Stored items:
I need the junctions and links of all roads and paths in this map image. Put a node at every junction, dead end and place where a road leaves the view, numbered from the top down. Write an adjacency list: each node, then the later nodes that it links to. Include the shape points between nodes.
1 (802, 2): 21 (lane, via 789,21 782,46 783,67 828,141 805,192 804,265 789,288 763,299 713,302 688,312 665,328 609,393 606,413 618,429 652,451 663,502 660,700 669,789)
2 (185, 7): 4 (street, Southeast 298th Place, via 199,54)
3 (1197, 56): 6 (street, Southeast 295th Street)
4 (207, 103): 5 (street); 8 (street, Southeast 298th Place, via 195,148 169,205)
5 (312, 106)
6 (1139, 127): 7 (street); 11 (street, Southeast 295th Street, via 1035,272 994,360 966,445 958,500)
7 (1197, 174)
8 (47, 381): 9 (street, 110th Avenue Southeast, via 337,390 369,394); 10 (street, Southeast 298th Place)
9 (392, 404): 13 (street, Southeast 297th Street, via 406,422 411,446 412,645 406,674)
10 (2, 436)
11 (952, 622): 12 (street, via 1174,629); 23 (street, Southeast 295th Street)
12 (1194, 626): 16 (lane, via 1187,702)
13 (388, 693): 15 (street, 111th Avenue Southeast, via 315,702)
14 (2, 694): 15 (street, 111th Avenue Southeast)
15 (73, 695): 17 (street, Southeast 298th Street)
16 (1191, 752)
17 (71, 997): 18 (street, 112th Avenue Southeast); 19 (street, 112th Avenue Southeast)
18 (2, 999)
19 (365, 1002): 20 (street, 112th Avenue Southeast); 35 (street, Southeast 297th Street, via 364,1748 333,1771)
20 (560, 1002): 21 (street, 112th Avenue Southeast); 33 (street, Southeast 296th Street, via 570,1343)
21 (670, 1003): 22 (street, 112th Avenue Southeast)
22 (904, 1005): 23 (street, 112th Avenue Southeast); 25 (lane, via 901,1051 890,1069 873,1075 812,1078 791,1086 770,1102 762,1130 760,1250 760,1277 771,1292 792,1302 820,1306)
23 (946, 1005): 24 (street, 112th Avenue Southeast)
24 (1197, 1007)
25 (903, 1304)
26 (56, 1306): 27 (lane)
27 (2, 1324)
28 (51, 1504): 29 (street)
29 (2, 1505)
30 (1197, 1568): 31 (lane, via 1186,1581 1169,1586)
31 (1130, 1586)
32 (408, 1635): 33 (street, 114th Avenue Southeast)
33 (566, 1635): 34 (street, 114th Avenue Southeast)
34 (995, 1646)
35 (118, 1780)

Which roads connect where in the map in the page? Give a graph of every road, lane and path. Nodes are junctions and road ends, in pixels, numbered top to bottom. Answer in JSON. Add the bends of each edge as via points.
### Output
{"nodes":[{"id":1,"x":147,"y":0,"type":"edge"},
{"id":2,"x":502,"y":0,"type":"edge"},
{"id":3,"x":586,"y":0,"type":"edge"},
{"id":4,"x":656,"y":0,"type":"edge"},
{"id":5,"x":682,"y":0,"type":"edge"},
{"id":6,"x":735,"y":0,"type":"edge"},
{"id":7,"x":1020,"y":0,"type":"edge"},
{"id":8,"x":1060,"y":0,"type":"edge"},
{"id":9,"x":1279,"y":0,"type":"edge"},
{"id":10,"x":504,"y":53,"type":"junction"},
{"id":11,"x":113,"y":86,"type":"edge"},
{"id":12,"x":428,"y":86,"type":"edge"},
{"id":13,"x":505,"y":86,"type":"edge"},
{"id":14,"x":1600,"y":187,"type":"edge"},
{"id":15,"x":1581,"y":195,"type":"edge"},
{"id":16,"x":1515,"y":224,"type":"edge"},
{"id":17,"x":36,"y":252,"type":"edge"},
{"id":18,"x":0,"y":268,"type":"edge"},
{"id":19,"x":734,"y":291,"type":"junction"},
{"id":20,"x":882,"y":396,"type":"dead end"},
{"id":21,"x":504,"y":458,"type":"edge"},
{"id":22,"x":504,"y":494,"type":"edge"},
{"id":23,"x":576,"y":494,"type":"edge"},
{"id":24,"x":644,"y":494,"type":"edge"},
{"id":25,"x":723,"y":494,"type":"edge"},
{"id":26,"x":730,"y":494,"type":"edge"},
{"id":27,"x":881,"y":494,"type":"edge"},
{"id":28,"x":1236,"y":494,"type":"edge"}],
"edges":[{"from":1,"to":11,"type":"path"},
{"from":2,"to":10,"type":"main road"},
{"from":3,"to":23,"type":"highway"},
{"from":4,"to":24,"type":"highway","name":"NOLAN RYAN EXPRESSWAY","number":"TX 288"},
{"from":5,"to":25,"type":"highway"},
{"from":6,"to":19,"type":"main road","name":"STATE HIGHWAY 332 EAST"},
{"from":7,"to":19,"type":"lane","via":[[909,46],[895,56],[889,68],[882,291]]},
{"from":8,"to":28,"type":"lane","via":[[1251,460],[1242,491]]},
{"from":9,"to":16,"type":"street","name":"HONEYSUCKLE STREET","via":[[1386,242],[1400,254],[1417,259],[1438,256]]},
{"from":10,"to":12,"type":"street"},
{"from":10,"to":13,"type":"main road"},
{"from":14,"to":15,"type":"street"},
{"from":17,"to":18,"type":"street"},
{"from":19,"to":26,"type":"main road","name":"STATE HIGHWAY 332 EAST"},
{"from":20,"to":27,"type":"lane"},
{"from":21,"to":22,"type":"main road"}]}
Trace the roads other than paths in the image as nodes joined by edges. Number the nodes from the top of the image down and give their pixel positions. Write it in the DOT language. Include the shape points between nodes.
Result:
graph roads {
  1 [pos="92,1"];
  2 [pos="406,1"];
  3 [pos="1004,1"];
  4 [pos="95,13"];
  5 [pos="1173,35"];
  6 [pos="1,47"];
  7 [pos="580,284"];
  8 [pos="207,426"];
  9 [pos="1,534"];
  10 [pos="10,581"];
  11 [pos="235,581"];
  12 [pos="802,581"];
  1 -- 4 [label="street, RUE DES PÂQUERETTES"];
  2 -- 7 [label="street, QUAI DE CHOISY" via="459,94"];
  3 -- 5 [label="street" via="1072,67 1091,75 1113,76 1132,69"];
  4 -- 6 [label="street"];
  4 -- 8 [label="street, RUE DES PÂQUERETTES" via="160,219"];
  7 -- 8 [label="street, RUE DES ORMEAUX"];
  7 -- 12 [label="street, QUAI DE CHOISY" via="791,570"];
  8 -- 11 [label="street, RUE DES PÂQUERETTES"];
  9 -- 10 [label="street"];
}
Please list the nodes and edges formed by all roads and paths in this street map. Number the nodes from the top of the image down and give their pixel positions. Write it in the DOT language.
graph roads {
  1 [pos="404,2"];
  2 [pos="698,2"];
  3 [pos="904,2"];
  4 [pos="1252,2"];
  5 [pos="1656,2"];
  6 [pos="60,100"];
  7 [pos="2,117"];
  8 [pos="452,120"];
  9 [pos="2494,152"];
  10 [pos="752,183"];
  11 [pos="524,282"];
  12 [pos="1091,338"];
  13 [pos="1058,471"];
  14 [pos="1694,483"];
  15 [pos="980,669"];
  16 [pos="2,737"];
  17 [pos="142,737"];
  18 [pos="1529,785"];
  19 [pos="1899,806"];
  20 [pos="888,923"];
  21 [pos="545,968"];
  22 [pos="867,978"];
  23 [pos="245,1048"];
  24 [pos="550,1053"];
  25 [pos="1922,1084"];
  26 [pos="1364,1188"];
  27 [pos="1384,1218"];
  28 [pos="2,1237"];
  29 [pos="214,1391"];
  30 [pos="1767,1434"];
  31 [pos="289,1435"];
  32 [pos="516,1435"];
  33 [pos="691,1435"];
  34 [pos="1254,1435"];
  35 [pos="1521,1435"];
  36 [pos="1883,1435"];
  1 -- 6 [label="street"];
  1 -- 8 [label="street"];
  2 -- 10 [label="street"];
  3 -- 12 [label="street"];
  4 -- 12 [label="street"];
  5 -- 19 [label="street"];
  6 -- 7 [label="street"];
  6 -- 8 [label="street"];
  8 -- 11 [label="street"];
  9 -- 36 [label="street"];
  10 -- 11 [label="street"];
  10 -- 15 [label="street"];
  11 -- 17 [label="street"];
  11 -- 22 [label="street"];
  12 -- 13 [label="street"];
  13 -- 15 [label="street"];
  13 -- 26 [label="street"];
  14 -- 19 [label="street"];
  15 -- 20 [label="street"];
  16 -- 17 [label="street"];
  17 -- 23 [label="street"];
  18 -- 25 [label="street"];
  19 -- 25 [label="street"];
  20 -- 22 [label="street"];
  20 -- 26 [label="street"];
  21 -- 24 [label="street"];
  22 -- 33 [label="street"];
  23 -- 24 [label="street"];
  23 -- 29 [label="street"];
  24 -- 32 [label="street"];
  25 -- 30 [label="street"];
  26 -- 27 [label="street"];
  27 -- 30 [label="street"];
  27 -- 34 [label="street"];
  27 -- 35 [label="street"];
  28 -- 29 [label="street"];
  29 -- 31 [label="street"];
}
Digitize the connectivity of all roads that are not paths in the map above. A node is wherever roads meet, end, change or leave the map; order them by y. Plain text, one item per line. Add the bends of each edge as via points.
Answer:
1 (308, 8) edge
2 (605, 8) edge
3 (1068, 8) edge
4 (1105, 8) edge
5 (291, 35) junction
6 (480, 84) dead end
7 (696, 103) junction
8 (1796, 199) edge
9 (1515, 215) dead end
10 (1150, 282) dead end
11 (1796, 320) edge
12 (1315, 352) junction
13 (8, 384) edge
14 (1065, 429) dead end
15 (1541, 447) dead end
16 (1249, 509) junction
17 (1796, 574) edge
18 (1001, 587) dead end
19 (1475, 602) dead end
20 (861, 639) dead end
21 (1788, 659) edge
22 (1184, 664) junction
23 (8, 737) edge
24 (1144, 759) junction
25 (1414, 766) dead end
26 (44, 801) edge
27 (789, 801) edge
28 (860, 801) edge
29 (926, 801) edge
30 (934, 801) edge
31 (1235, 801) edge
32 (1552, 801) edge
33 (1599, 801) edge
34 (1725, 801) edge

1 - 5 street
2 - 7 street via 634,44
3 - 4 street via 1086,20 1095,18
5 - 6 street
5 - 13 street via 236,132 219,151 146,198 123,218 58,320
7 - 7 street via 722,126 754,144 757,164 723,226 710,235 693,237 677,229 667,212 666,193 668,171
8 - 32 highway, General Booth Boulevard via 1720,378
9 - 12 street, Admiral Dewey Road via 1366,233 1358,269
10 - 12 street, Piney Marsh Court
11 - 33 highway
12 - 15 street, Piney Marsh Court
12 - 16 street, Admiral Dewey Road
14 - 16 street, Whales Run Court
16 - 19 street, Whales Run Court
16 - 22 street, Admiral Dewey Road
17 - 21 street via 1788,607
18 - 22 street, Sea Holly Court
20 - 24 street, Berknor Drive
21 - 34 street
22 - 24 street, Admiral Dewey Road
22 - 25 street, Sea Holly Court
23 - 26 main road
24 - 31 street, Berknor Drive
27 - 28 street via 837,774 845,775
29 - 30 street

WHAT IS NEEDED: Please show all lines from the entries that contain the word "image".

FINISHED EXERCISE:
I need the junctions and links of all roads and paths in this map image. Put a node at every junction, dead end and place where a road leaves the view, numbered from the top down. Write an adjacency list: each node, then the later nodes that it links to. Include the shape points between nodes.
Trace the roads other than paths in the image as nodes joined by edges. Number the nodes from the top of the image down and give their pixel positions. Write it in the DOT language. Include the shape points between nodes.
Please list the nodes and edges formed by all roads and paths in this street map. Number the nodes from the top of the image down and give their pixel positions. Write it in the DOT language.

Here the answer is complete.